Workplace Giving is NOT synonymous with United Way
There are really at least three different issues going on in the threads of the discussion about United Ways on the Chronicle of Philanthropy website, and I do think that it’s worthwhile to separate and identify them, because they are separate and distinct.
The three issues are:
1. Workplace giving as a viable means of non-profit fundraising.
2. The strategic change in direction undertaken by United Way six years ago.
3. How United Ways are perceived by others in the non-profit community.

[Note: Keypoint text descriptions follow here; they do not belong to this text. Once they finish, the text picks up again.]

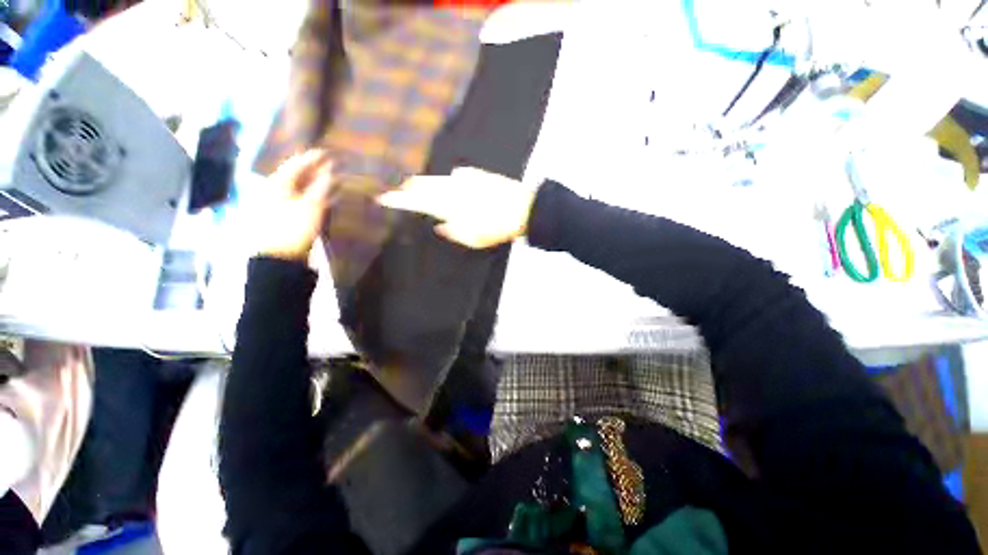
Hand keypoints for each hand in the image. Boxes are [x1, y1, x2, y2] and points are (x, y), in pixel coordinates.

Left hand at [258, 150, 334, 261]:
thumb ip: (322, 188)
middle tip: (333, 164)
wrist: (279, 258)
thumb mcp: (310, 207)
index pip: (297, 165)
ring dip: (318, 183)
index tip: (329, 152)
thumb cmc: (292, 229)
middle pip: (299, 175)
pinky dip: (316, 196)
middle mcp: (278, 190)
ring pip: (302, 188)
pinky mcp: (289, 217)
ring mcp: (282, 204)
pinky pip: (304, 200)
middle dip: (316, 169)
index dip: (313, 158)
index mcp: (278, 184)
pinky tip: (327, 196)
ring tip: (333, 178)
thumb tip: (332, 172)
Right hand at [378, 167, 537, 249]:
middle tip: (397, 191)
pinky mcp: (475, 173)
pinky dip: (446, 180)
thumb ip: (454, 232)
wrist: (523, 208)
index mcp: (450, 206)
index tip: (383, 198)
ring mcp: (464, 179)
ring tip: (413, 185)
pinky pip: (455, 175)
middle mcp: (453, 189)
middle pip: (423, 185)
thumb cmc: (499, 228)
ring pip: (437, 178)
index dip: (399, 200)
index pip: (417, 201)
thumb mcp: (475, 239)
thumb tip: (440, 225)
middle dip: (408, 188)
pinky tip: (448, 182)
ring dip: (424, 182)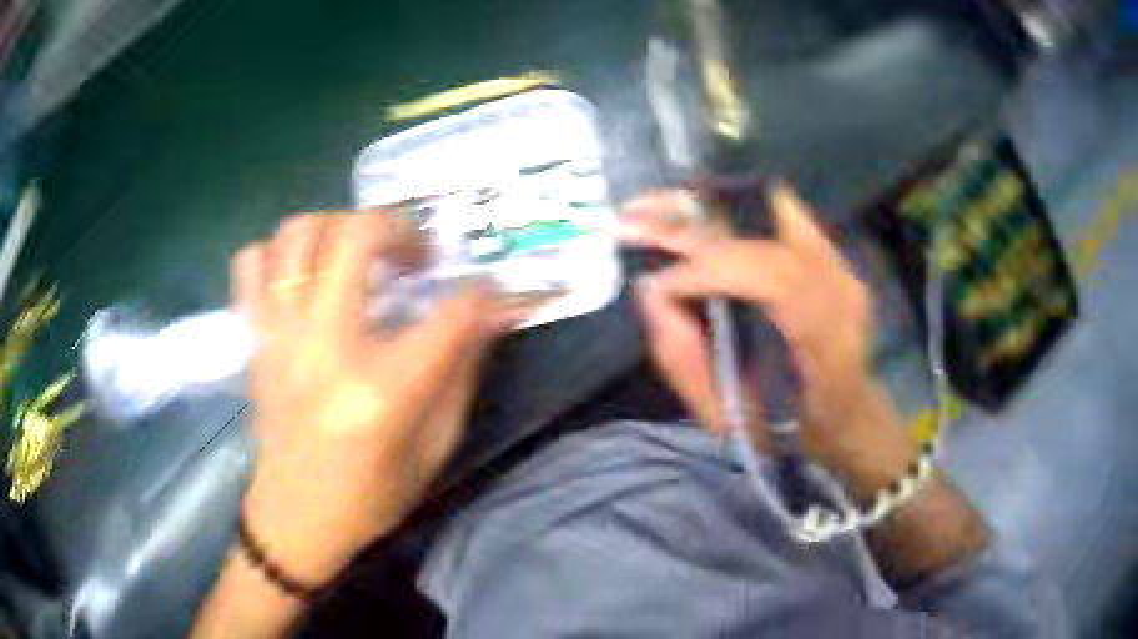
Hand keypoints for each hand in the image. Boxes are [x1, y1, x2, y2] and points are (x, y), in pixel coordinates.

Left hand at [231, 212, 517, 587]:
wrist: (296, 518)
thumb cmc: (371, 495)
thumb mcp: (434, 447)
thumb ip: (461, 371)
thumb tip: (488, 312)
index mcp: (383, 390)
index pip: (452, 312)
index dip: (484, 294)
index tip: (490, 294)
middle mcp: (325, 347)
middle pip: (358, 236)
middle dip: (402, 228)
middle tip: (416, 255)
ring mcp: (280, 337)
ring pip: (299, 234)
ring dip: (338, 227)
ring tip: (358, 253)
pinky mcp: (255, 340)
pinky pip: (252, 264)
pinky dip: (279, 254)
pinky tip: (303, 276)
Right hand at [620, 184, 909, 479]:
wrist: (848, 416)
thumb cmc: (791, 432)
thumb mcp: (731, 419)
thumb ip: (686, 359)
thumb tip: (651, 289)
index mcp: (830, 346)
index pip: (775, 277)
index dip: (710, 269)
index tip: (658, 283)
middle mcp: (843, 290)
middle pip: (769, 229)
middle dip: (692, 223)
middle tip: (630, 221)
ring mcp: (840, 264)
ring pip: (769, 206)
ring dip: (704, 204)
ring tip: (648, 206)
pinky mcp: (829, 252)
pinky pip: (772, 213)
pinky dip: (725, 208)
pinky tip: (686, 212)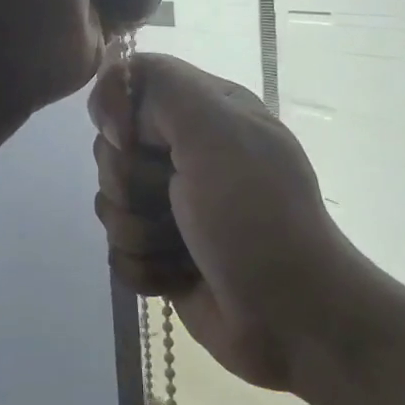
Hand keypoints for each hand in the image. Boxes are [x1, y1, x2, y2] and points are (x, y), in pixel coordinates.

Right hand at [88, 54, 354, 390]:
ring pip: (110, 204)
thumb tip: (113, 110)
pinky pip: (117, 251)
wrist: (293, 318)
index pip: (129, 85)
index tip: (129, 139)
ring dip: (139, 231)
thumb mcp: (219, 132)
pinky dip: (144, 268)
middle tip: (175, 202)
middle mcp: (187, 153)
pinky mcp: (162, 254)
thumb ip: (163, 88)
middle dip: (132, 183)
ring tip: (182, 247)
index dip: (117, 111)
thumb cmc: (257, 217)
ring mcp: (173, 207)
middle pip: (110, 149)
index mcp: (207, 112)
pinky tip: (177, 276)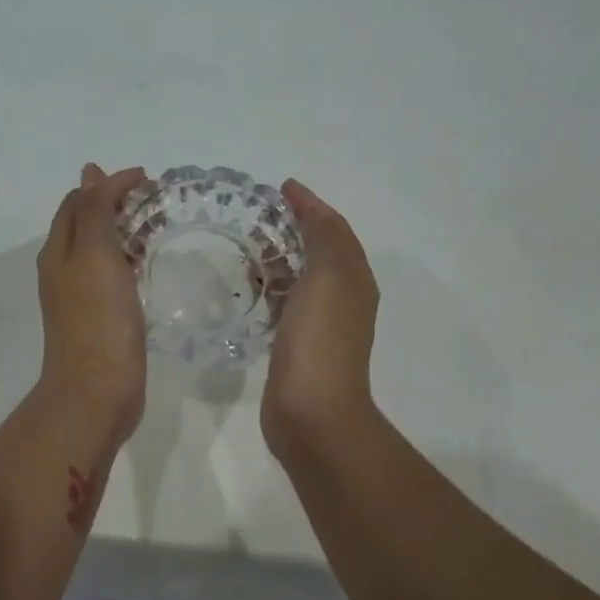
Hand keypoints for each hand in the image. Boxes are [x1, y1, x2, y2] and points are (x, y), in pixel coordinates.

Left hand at [37, 164, 149, 438]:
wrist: (97, 391)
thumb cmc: (97, 319)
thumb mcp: (94, 255)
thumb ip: (94, 212)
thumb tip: (90, 172)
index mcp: (59, 251)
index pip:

Viability of Workplace Giving
Some of the discussion threads insinuate that workplace giving is a dinosaur and has no business in the current mix of non-profit fundraising vehicles. I vehemently disagree with that statement, because workplace giving when done well, such as with the Combined Federal Campaign (CFC) has continued to grow, and is and remains, the most donor friendly way for givers to contribute to charities they care about. Most non-profits profess being donor-centric, but what they really are: is non-profit (their own) centric. If you think about it, most of us who give, care about more than one issue, and using the CFC as the model:
CFC – The Most Donor Friendly Means of Donating to your Non-profit
If you stop and truly consider the charitable giving process from the donor’s perspective, not just the non-profit’s perspective, the CFC is the most donor friendly means of donating to any non-profit. The Federal public servant donor, with one pledge card and one transaction:
● Can donate to multiple charities with just one pledge.
● Gives money to the non-profit before it ever hits their checkbook.
● Accrues no interest charges from credit card donations.
● Makes a secure donation —their personal information is never on the Web, and government payroll systems are secure.
● Donors may remain anonymous if they wish — CFC anonymous donors are some of a nonprofits best supporters, and a majority of the CFC donors choose this option.
One of the unique features of workplace giving is the fact that it occurs in the workplace. This sounds rather obvious but what much of the non-profit sector has forgotten, (or never learned) is that this means that workplace giving is the only type of non-profit fundraising that is subsidized, high leverage, low risk fundraising. As an added bonus, the monies generated are unrestricted, reliable and predictable.
Given the intense interest in the non-profit sector about leadership development, there are other hidden benefits to workplace giving, namely that it provides the perfect training ground for actually developing leadership skills.
I will address the other two issues in subsequent posts.